New permits have been filed for the affordable proposal at 6733 Foothill Boulevard, close to Oakland’s Eastmont Town Center. The application shows a significant plan shift for AMG & Associates, pivoting away from two six-story apartments with over five hundred units to 167 dwellings across three structures. AMG and The Pacific Companies are jointly responsible for the development.
The recent application for 6733 Foothill shares a limited glimpse of how the developers have shifted plans. The description calls for three residential buildings beside a two-story garage. Full build-out would crate 167 affordable apartments and parking for 97 cars. The filing invoked Senate Bill 330 and the State Density Bonus law to streamline the approval process and receive waivers for local zoning.

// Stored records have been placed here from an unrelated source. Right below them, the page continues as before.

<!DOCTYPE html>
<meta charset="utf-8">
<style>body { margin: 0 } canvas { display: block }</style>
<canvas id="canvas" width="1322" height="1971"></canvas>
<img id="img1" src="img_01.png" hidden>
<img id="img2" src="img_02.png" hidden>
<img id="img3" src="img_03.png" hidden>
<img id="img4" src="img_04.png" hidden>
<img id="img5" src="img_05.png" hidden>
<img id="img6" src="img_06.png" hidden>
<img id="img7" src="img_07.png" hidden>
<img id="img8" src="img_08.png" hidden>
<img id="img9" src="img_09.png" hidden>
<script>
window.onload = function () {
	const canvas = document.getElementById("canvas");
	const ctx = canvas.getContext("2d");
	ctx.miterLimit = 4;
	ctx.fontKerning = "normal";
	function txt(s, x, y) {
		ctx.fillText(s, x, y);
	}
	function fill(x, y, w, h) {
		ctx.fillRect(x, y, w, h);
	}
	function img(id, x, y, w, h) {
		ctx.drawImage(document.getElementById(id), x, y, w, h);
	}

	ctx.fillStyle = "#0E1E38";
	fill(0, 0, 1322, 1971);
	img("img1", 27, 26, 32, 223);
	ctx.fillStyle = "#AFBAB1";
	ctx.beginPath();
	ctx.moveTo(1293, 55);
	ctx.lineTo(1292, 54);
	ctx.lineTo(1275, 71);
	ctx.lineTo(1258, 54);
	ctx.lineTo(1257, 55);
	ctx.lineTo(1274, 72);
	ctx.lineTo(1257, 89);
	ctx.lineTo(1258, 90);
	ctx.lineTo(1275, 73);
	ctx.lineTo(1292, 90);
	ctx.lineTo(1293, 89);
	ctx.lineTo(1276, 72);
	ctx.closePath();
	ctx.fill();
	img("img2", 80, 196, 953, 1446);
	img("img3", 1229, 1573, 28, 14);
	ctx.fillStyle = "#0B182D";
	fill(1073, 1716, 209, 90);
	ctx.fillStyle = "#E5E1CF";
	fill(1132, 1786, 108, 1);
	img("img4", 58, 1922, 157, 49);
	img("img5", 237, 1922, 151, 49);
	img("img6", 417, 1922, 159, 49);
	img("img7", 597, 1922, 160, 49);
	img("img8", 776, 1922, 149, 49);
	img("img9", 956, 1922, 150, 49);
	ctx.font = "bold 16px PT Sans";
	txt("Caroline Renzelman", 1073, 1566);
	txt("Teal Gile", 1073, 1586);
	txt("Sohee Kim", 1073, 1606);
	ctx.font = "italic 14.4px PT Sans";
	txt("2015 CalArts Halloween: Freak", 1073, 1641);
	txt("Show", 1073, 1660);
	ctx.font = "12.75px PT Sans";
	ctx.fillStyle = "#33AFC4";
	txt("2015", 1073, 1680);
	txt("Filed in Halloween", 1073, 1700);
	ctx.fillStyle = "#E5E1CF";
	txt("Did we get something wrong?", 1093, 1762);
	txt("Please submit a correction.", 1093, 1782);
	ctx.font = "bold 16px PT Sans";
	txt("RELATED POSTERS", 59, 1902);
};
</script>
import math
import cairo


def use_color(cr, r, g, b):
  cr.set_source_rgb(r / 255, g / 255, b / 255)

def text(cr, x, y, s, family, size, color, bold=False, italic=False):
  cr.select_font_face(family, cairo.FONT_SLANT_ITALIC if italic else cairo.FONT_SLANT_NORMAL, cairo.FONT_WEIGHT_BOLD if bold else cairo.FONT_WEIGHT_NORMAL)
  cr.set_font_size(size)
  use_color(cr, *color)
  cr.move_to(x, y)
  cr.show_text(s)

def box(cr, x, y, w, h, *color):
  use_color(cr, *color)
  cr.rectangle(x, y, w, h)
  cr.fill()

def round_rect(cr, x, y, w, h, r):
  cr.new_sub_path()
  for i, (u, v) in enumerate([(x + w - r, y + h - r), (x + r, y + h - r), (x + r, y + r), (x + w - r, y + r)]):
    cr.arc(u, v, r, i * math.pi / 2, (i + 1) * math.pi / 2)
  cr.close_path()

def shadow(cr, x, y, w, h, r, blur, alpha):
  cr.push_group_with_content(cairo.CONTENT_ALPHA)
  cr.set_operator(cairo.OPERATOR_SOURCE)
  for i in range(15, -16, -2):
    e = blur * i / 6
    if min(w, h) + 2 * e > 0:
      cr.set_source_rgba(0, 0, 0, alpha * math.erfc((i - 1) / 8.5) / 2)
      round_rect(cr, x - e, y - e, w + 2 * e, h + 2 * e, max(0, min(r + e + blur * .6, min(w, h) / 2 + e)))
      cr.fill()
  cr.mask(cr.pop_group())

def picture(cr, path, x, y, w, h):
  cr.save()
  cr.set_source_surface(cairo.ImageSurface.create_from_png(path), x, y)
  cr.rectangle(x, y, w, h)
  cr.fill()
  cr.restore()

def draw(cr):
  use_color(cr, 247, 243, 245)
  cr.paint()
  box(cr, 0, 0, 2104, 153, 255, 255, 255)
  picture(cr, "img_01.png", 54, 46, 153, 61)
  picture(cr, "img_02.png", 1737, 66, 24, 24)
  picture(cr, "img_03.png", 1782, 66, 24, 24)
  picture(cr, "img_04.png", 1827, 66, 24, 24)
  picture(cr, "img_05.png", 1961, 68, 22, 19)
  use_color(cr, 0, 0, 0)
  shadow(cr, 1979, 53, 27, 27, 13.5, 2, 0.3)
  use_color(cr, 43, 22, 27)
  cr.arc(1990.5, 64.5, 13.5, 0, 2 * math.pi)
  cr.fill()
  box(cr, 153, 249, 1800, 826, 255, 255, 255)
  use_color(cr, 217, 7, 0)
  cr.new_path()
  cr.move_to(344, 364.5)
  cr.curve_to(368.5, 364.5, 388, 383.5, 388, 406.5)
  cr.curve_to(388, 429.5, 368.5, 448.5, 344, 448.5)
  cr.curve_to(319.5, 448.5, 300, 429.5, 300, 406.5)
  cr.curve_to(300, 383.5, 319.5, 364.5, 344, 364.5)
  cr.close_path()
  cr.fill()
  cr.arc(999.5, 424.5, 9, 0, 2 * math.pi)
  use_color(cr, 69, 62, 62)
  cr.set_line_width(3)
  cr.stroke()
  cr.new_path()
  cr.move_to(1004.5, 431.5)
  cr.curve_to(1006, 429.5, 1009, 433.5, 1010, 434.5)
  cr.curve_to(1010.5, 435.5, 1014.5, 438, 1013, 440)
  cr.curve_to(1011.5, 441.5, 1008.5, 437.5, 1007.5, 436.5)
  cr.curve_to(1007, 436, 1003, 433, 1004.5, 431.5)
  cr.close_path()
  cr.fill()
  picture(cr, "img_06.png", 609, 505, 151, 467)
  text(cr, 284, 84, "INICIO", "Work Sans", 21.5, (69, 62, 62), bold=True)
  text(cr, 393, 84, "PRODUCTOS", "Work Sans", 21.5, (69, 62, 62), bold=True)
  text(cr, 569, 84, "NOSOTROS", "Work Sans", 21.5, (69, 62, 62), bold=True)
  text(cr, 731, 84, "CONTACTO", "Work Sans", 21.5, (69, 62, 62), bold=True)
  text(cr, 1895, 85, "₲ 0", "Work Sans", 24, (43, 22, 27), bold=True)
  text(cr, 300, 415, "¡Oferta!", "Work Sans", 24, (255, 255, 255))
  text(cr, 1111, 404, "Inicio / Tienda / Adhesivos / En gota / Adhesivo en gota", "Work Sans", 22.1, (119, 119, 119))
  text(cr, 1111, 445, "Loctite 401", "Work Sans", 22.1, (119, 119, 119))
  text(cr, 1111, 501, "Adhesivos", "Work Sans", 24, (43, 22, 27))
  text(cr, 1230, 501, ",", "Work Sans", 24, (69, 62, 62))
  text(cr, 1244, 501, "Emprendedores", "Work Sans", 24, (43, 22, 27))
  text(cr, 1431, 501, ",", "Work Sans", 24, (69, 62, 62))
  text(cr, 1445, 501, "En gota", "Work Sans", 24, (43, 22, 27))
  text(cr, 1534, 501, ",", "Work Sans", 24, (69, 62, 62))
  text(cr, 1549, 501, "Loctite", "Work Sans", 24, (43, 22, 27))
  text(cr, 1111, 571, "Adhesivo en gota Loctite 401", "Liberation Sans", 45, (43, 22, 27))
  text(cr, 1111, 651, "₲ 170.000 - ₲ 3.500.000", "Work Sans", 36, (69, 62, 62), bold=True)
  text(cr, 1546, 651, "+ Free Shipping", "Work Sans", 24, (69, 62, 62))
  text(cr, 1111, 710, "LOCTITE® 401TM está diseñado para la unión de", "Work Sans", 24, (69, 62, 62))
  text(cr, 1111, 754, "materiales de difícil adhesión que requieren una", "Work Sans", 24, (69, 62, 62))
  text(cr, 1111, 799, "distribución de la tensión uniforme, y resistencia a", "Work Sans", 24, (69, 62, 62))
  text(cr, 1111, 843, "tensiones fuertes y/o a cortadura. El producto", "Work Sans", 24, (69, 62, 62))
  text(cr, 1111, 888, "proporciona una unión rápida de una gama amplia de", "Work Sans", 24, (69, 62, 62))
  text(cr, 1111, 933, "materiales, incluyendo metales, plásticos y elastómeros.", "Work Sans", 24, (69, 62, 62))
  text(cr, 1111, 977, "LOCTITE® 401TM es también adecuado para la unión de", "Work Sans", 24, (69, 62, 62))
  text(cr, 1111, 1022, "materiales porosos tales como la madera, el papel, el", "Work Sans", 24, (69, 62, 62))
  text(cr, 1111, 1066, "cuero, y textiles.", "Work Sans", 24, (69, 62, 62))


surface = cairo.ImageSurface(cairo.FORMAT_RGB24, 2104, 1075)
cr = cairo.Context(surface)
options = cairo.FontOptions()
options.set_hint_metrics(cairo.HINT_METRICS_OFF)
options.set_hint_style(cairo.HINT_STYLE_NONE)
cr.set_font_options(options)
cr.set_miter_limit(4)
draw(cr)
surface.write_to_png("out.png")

The property spans 2.417 acres and is currently undeveloped. It is across the street from the Eastmont Town Center shopping mall. The neighborhood has seen several affordable and mixed-income proposals surrounding the Eastmont Town Center shopping mall and social services complex. Those include the Liberation Park project, 7300 MacArthur Boulevard, 7521 MacArthur Boulevard, 7954 MacArthur Boulevard, 7994 MacArthur Boulevard, and more recently with plans for 8301 Macarthur Boulevard. Future residents will be near over half a dozen AC Transit bus lines within a few blocks, and 40 minutes from Downtown Oakland by bus.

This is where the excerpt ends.